Family is important.

Every household has its own rules of engagement. Take your time getting to know new people. Give others the benefit of the doubt and resist people-pleasing, especially when others share their (unsolicited) opinions.

Money, family planning, education, gender roles and religion can be sensitive topics. This is especially true if there’s a cultural gap. Find solutions together. Remember: you’re building a home with your spouse, not his entire family. 

Be an advocate.

In light of the recent attacks against the Asian American community, this could not be more timely. I’ll never forget when my husband shared some feelings about being Korean American in today’s climate, and I made it about me.

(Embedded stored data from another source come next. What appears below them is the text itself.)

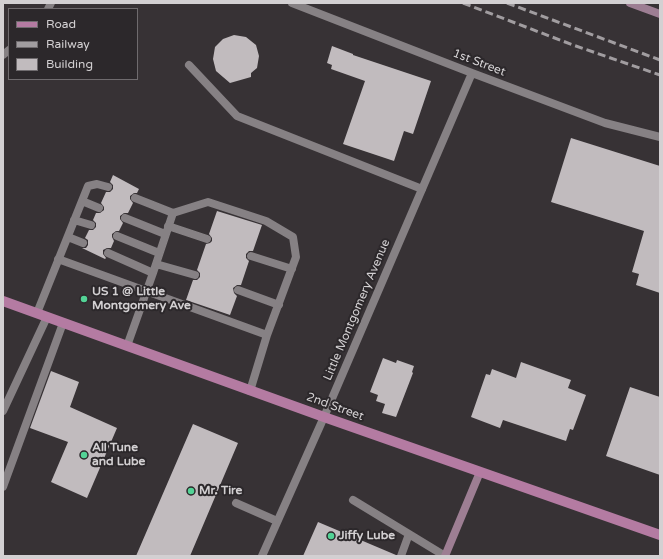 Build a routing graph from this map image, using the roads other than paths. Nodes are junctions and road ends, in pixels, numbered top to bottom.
1 (292, 3) edge
2 (630, 3) edge
3 (660, 14) edge
4 (189, 65) dead end
5 (472, 74) junction
6 (660, 137) edge
7 (108, 187) dead end
8 (422, 189) junction
9 (135, 198) dead end
10 (82, 201) junction
11 (99, 208) dead end
12 (173, 213) junction
13 (126, 218) dead end
14 (74, 220) junction
15 (90, 225) dead end
16 (167, 230) junction
17 (117, 236) dead end
18 (68, 237) junction
19 (207, 239) dead end
20 (83, 243) dead end
21 (108, 253) dead end
22 (159, 254) junction
23 (251, 256) dead end
24 (58, 259) junction
25 (156, 264) junction
26 (292, 269) junction
27 (153, 273) junction
28 (195, 275) dead end
29 (238, 290) dead end
30 (146, 292) junction
31 (3, 301) edge
32 (279, 305) junction
33 (37, 313) junction
34 (47, 317) junction
35 (63, 323) junction
36 (267, 335) junction
37 (127, 346) junction
38 (250, 391) junction
39 (3, 411) edge
40 (324, 417) junction
41 (480, 472) junction
42 (3, 487) edge
43 (353, 500) dead end
44 (236, 502) dead end
45 (277, 521) junction
46 (409, 534) junction
47 (660, 535) edge
48 (262, 556) edge
49 (401, 556) edge
50 (445, 556) edge

1 - 5 street, 1st Street
2 - 3 street
4 - 8 street
5 - 6 street, 1st Street
5 - 8 street, Little Montgomery Avenue
7 - 10 street
8 - 40 street, Little Montgomery Avenue
9 - 12 street
10 - 11 street
10 - 14 street
12 - 16 street
12 - 26 street
13 - 16 street
14 - 15 street
14 - 18 street
16 - 19 street
16 - 22 street
17 - 22 street
18 - 20 street
18 - 24 street
21 - 27 street
22 - 25 street
23 - 26 street
24 - 30 street
24 - 33 street
25 - 27 street
25 - 28 street
26 - 32 street
27 - 30 street
29 - 32 street
30 - 36 street
30 - 37 street
31 - 33 main road, 2nd Street
32 - 36 street
33 - 34 main road, 2nd Street
34 - 35 main road, 2nd Street
34 - 39 street
35 - 37 main road, 2nd Street
35 - 42 street
36 - 38 street
37 - 38 main road, 2nd Street
38 - 40 main road, 2nd Street
40 - 41 main road, 2nd Street
40 - 45 street, Little Montgomery Avenue
41 - 47 main road, 2nd Street
41 - 50 street
43 - 46 street
44 - 45 street
45 - 48 street, Little Montgomery Avenue
46 - 49 street
46 - 50 street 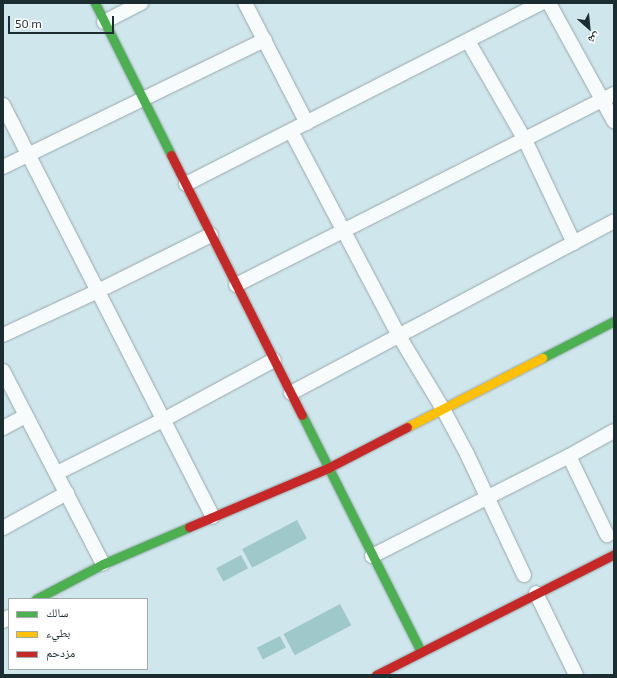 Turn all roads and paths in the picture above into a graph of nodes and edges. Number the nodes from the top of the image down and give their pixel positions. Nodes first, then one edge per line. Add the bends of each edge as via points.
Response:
1 (95, 3) edge
2 (141, 3) edge
3 (245, 3) edge
4 (542, 3) edge
5 (549, 3) edge
6 (104, 22) junction
7 (265, 40) junction
8 (468, 40) junction
9 (609, 97) edge
10 (143, 99) junction
11 (3, 105) edge
12 (614, 121) edge
13 (307, 123) junction
14 (291, 131) junction
15 (525, 140) junction
16 (29, 155) junction
17 (3, 168) edge
18 (186, 184) junction
19 (614, 221) edge
20 (342, 232) junction
21 (211, 235) junction
22 (574, 242) junction
23 (236, 285) junction
24 (98, 291) junction
25 (614, 321) edge
26 (3, 335) edge
27 (399, 336) junction
28 (274, 360) junction
29 (3, 371) edge
30 (291, 393) junction
31 (443, 409) junction
32 (26, 416) junction
33 (163, 420) junction
34 (3, 428) edge
35 (614, 431) edge
36 (568, 456) junction
37 (328, 468) junction
38 (57, 473) junction
39 (67, 493) junction
40 (487, 498) junction
41 (213, 517) junction
42 (3, 528) edge
43 (607, 535) dead end
44 (614, 554) edge
45 (372, 556) junction
46 (103, 564) junction
47 (524, 576) dead end
48 (536, 594) junction
49 (38, 598) edge
50 (421, 652) junction
51 (376, 675) edge
52 (576, 675) edge

1 - 6 street
2 - 6 street
3 - 7 street
4 - 8 street
5 - 9 street
6 - 10 street
7 - 10 street
7 - 13 street
8 - 13 street
8 - 15 street
9 - 12 street
9 - 15 street
10 - 16 street
10 - 18 street
11 - 16 street
13 - 14 street
14 - 18 street
14 - 20 street
15 - 20 street
15 - 22 street
16 - 17 street
16 - 24 street
18 - 21 street
19 - 22 street
20 - 23 street
20 - 27 street
21 - 23 street
21 - 24 street
22 - 27 street
23 - 28 street
24 - 26 street
24 - 33 street
25 - 31 street
27 - 30 street
27 - 31 street
28 - 30 street
28 - 33 street
29 - 32 street
30 - 37 street
31 - 37 street
31 - 40 street
32 - 34 street
32 - 38 street
33 - 38 street
33 - 41 street
35 - 36 street
36 - 40 street
36 - 43 street
37 - 41 street
37 - 45 street
38 - 39 street
39 - 42 street
39 - 46 street
40 - 45 street
40 - 47 street
41 - 46 street
44 - 48 street
45 - 50 street
46 - 49 street
48 - 50 street
48 - 52 street
50 - 51 street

Immediately, I was filled with deep conviction. That day, I promised to advocate for him and make space for his experience. A few ways to advocate for someone you care about are to listen with compassion and give them your full attention. Ask questions: How are you feeling? How can I support you? Educate yourself about their culture and history. 

Maintain authenticity.

After three adventurous (and crazy) months in Korea as newlyweds, which I don’t recommend but we survived, it was our time to go home. Before leaving, my grandmother-in-law showed me a beautiful heirloom. I asked if it was real, and she replied in Korean, “jinjja.”

“’Jinjja’ means real, authentic,” my mother-in-law explained. 

Authentic is one of my favorite words. It is a word that I use frequently to describe myself. Since the very first bow, I’d felt like an outsider for most of our trip. However, at this moment, I saw an invitation to be a part of the family. Recognizing her attempt to connect with me by showing the heirloom, I asked if she would consider giving jinjja to me as a nickname. 

“Jinjja?” she asked. With raised eyebrows, she studied me as if she was looking through me. Her face softened to a smile, and with warm nod of approval, she said, “Jinjja.” 

In marriage, no matter where we’re from, we can all be jinjja. We can bring our full, authentic selves to the table. We can trust that two real people with real differences can become one powerful, vibrant source of love in our communities and families. Eventually, we can make space for the next generation of marriages to come and sit alongside us.

How can interracial marriages and diverse friendships help us grow and challenge us? How can we make space to learn from our differences?